▸ **Action item**:
Return the records exactly, with nothing added.

▸ **Saved entries**:
--- --- ---
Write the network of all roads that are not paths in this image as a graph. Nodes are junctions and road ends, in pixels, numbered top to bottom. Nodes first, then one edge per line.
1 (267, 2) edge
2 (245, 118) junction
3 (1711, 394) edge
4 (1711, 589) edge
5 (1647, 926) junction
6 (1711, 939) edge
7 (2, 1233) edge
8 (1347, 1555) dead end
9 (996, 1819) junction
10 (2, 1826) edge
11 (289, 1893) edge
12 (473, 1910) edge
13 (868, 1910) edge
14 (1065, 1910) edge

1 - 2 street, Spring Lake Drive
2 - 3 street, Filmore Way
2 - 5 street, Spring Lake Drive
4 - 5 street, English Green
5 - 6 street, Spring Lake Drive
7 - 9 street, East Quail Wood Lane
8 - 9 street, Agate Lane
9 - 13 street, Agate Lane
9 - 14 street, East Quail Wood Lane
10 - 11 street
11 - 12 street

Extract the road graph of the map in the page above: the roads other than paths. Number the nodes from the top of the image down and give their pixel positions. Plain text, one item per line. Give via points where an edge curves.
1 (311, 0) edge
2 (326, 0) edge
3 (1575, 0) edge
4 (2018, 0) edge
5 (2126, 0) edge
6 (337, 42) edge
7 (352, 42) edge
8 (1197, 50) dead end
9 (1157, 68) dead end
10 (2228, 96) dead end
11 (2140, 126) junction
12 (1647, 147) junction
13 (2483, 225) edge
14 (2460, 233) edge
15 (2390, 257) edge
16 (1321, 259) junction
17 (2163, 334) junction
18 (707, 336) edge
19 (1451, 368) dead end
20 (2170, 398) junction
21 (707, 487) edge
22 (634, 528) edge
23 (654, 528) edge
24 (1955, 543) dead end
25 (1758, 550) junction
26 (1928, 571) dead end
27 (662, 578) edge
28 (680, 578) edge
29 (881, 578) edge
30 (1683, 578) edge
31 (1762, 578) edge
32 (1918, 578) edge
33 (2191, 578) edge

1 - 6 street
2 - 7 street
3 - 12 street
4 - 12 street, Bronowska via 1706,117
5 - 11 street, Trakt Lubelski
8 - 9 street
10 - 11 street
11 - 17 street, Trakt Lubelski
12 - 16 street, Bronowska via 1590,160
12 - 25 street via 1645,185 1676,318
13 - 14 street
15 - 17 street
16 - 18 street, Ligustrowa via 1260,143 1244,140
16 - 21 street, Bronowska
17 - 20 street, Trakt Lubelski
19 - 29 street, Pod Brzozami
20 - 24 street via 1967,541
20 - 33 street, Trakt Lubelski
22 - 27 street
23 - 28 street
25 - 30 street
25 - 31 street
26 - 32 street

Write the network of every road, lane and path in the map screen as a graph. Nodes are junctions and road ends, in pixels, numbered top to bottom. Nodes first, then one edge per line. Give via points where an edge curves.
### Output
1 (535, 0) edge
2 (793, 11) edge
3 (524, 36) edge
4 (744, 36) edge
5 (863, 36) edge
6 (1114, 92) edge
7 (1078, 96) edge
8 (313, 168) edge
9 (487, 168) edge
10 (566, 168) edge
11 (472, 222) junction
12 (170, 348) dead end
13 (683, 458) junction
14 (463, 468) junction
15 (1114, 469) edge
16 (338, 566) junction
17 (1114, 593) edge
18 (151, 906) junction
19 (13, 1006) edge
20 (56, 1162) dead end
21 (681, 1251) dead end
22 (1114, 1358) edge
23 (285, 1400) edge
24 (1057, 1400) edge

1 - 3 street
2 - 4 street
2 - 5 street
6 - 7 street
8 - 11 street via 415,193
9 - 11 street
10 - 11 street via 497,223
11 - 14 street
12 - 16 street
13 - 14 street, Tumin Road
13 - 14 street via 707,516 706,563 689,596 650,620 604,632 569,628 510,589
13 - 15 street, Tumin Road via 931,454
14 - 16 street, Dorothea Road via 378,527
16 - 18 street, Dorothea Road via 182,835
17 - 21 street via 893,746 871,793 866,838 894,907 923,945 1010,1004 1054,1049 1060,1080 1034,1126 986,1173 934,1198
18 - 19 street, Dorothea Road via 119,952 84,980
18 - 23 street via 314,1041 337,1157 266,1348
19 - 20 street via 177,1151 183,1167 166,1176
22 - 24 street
--- --- ---
▸ **Response to the task**:
Write the network of all roads that are not paths in this image as a graph. Nodes are junctions and road ends, in pixels, numbered top to bottom. Nodes first, then one edge per line.
1 (267, 2) edge
2 (245, 118) junction
3 (1711, 394) edge
4 (1711, 589) edge
5 (1647, 926) junction
6 (1711, 939) edge
7 (2, 1233) edge
8 (1347, 1555) dead end
9 (996, 1819) junction
10 (2, 1826) edge
11 (289, 1893) edge
12 (473, 1910) edge
13 (868, 1910) edge
14 (1065, 1910) edge

1 - 2 street, Spring Lake Drive
2 - 3 street, Filmore Way
2 - 5 street, Spring Lake Drive
4 - 5 street, English Green
5 - 6 street, Spring Lake Drive
7 - 9 street, East Quail Wood Lane
8 - 9 street, Agate Lane
9 - 13 street, Agate Lane
9 - 14 street, East Quail Wood Lane
10 - 11 street
11 - 12 street

Extract the road graph of the map in the page above: the roads other than paths. Number the nodes from the top of the image down and give their pixel positions. Plain text, one item per line. Give via points where an edge curves.
1 (311, 0) edge
2 (326, 0) edge
3 (1575, 0) edge
4 (2018, 0) edge
5 (2126, 0) edge
6 (337, 42) edge
7 (352, 42) edge
8 (1197, 50) dead end
9 (1157, 68) dead end
10 (2228, 96) dead end
11 (2140, 126) junction
12 (1647, 147) junction
13 (2483, 225) edge
14 (2460, 233) edge
15 (2390, 257) edge
16 (1321, 259) junction
17 (2163, 334) junction
18 (707, 336) edge
19 (1451, 368) dead end
20 (2170, 398) junction
21 (707, 487) edge
22 (634, 528) edge
23 (654, 528) edge
24 (1955, 543) dead end
25 (1758, 550) junction
26 (1928, 571) dead end
27 (662, 578) edge
28 (680, 578) edge
29 (881, 578) edge
30 (1683, 578) edge
31 (1762, 578) edge
32 (1918, 578) edge
33 (2191, 578) edge

1 - 6 street
2 - 7 street
3 - 12 street
4 - 12 street, Bronowska via 1706,117
5 - 11 street, Trakt Lubelski
8 - 9 street
10 - 11 street
11 - 17 street, Trakt Lubelski
12 - 16 street, Bronowska via 1590,160
12 - 25 street via 1645,185 1676,318
13 - 14 street
15 - 17 street
16 - 18 street, Ligustrowa via 1260,143 1244,140
16 - 21 street, Bronowska
17 - 20 street, Trakt Lubelski
19 - 29 street, Pod Brzozami
20 - 24 street via 1967,541
20 - 33 street, Trakt Lubelski
22 - 27 street
23 - 28 street
25 - 30 street
25 - 31 street
26 - 32 street

Write the network of every road, lane and path in the map screen as a graph. Nodes are junctions and road ends, in pixels, numbered top to bottom. Nodes first, then one edge per line. Give via points where an edge curves.
### Output
1 (535, 0) edge
2 (793, 11) edge
3 (524, 36) edge
4 (744, 36) edge
5 (863, 36) edge
6 (1114, 92) edge
7 (1078, 96) edge
8 (313, 168) edge
9 (487, 168) edge
10 (566, 168) edge
11 (472, 222) junction
12 (170, 348) dead end
13 (683, 458) junction
14 (463, 468) junction
15 (1114, 469) edge
16 (338, 566) junction
17 (1114, 593) edge
18 (151, 906) junction
19 (13, 1006) edge
20 (56, 1162) dead end
21 (681, 1251) dead end
22 (1114, 1358) edge
23 (285, 1400) edge
24 (1057, 1400) edge

1 - 3 street
2 - 4 street
2 - 5 street
6 - 7 street
8 - 11 street via 415,193
9 - 11 street
10 - 11 street via 497,223
11 - 14 street
12 - 16 street
13 - 14 street, Tumin Road
13 - 14 street via 707,516 706,563 689,596 650,620 604,632 569,628 510,589
13 - 15 street, Tumin Road via 931,454
14 - 16 street, Dorothea Road via 378,527
16 - 18 street, Dorothea Road via 182,835
17 - 21 street via 893,746 871,793 866,838 894,907 923,945 1010,1004 1054,1049 1060,1080 1034,1126 986,1173 934,1198
18 - 19 street, Dorothea Road via 119,952 84,980
18 - 23 street via 314,1041 337,1157 266,1348
19 - 20 street via 177,1151 183,1167 166,1176
22 - 24 street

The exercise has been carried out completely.